土佐の名建築【ギャラリー】〜新たな使命を持ってリノベーション〜

贅を尽くした商家建築 今なお重厚感をもって 須崎の街角に健在

 酒造、製紙業、金融など、多岐に渡る事業を行い繁盛した須崎の有力商家・三浦商店。一面黒塗りの外壁が印象的な旧店舗部分は、木造二階建ての塗家造と高知県では代表的な商家建築だ。主屋には土佐特有の良質のヒノキ丸太、表門にはケヤキ材を使用するなど良材を多用、また西洋を感じさせるデザインを取り入れたりと、当時の最先端とされた。長らく空き家だった建物が再び息を吹き返したのは2010年のこと。須崎の様々な地域資源を活用し、須崎の魅力を知ってもらうための文化交流施設「すさきまちかどギャラリー」として活用されるように。

昭和初期に撮影された三浦商店。旧道交差点の角地に立ち、町の発展に大きく寄与した。(須崎市教育委員会提供)

企画展や地域の伝統文化を取り上げた展示、また新たな視点から須崎の魅力を探るためのプロジェクト「現代地方譚」を開催するなど、県内外から注目を集めている。2014年には大規模な改修が行われ、建物の修繕に加えて新たな設備も増設され、活用の幅に広がりを見せている。「地域の文化振興と歴史の掘り起こしの拠点となるように」と川鍋館長の言葉通り、須崎を支えてきた商家が今、別のかたちで地域を支える代表的な場所として健在している。

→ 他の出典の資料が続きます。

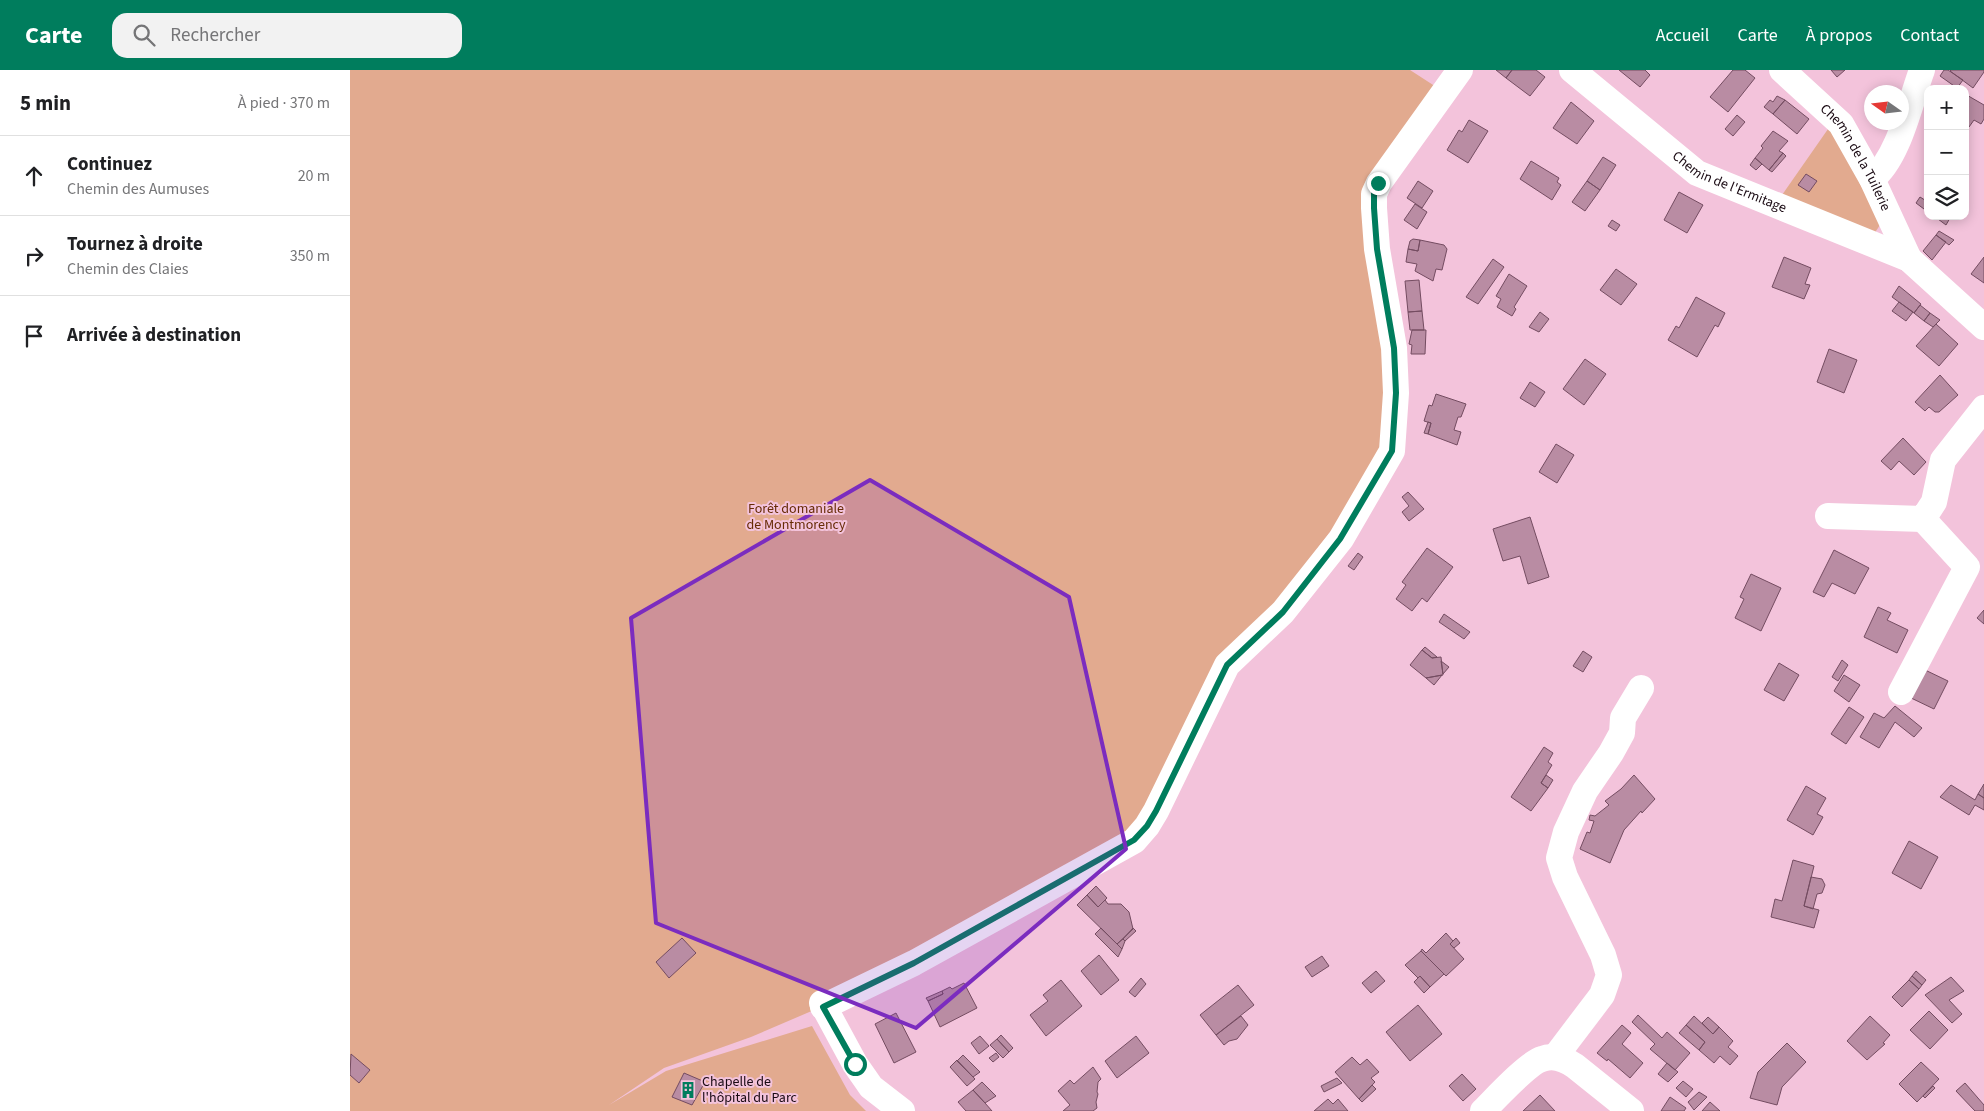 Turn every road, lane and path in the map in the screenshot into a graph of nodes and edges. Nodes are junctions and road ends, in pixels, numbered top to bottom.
1 (1460, 70) edge
2 (1572, 70) edge
3 (1782, 70) edge
4 (1922, 70) edge
5 (1872, 179) junction
6 (1892, 221) junction
7 (1873, 245) junction
8 (1909, 260) junction
9 (1984, 327) edge
10 (1984, 408) edge
11 (1828, 516) dead end
12 (1923, 519) junction
13 (1641, 688) dead end
14 (1901, 692) dead end
15 (1555, 1057) junction
16 (902, 1111) edge
17 (1483, 1111) edge
18 (1631, 1111) edge

1 - 16 street
2 - 7 street, Chemin de l'Ermitage
3 - 5 street, Chemin de la Tuilerie
4 - 5 street
5 - 6 street, Chemin de la Tuilerie
6 - 7 street
6 - 8 street, Chemin de la Tuilerie
7 - 8 street, Chemin de l'Ermitage
8 - 9 street
10 - 12 street
11 - 12 street
12 - 14 street
13 - 15 street
15 - 17 street
15 - 18 street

女性ならではの感性が光る 二度と真似できない ハイセンスデザイン

 1967年(昭和42年)に開館した「海のギャラリー」は、土佐清水市出身の画家・黒原和男が収集した、学術的価値の高い貝を含む約3千種類5万点を展示する世界的にも珍しい貝類展示館。設計したのは、女性建築家の故・林雅子で、それまで主に住宅設計を手がけていた彼女にとって初めての公共物であり、そして代表作となった。その特徴は随所に見られ、例えば巨大なコンクリート2枚をアクリルで接合した屋根。頂部は繋がっておらず、その間から差し込む光がスリット状のトップライトとなって館内に差し込み、まるで深海にいるような幻想的な雰囲気を演出。

他にも屏風折りのような折半構造や、片持ち梁で支えられた階段など、特徴を挙げればキリがなく「今造ろうと思っても再現できないほどすごい造り」と同業者も舌を巻くほど。竣工後数十年は改築・改修などされておらず老朽化による存続の危機に見舞われたが、夫だった建築家の故・林昌二や、地元建築家たちの働きかけで1993年に改修工事を行い、再び観光名所として蘇り多くのファンを魅了し続けている。